The resulting response map is passed through a 1x1 convolution layer to yield a score map of size 17x17x 1. And performing bicubic interpolation according to the obtained score graph of 17x17x1 to generate 272x272 images, wherein the point with the maximum response value is the midpoint of the object.

It will be apparent to those skilled in the art that various modifications and variations can be made to the present invention without departing from the spirit or scope of the invention. Thus, it is intended that the present invention also include such modifications and alterations insofar as they come within the scope of the appended claims or the equivalents thereof.

Claims

1. The multi-full convolution fusion single target tracking method based on the twin network is characterized by comprising the following steps of:

preprocessing target images, determining the side lengths of a template and a search area, taking a target of a first frame image as a center, taking a picture block cut by the side length of the template as a template area, cutting each frame image as a search area by the side length of the search area, wherein the template area is smaller, and filling edges by the average value of the pictures;

step four, superposing two response graphs in a channel mode, wherein the sizes of the two response graphs are 17x17x1, and the two response graphs are superposed in the channel direction to be 17x17x2;

step five, expression of channel focusing mechanism:

M _c (F)＝σ(MLP(AvgPool(F))+MLP(MaxPool(F)))

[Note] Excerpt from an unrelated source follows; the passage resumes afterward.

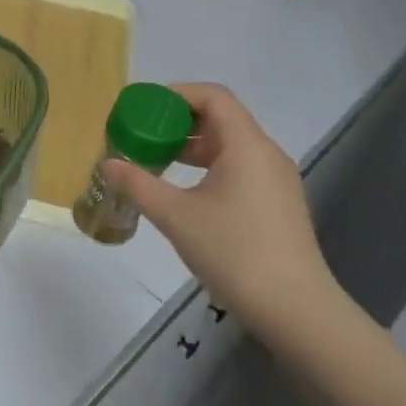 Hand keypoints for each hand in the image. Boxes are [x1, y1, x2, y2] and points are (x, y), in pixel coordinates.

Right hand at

wherein, avgPool (F) and MaxPool (F) represent respectively carrying out average pooling and maximum pooling on space dimension, MLP represents a multi-layer perceptron, and sigma represents a Sigmoid activation function; expression of spatial attention mechanism: expression of spatial attention mechanism: m is M _s (F)＝σ(f ^7×7 ([AvgPool(F)；MaxPool(F)]))

wherein,representing element-by-element multiplication, wherein F is a response diagram after superposition, F 'is a score diagram output after channel attention, and F' is a score diagram finally output;

step six, determining the maximum response value point on the score map, obtaining a score map with the size of 17x17x1 by a 1x1 convolution layer of the obtained response map, and performing bicubic interpolation according to the obtained score map of 17x17x1 to generate an image of 272x272, wherein the maximum response value point is the midpoint of the object.

2. The twin network-based multi-full convolution fusion single-target tracking method according to claim 1, wherein the Alexnet five-layer convolution is selected as a backbone network, model parameters through which two inputs pass are identical, and feature maps of a fourth layer 8x8x192, 24x24x192 and a fifth layer 6x6x128, 22x22x128 are selected respectively.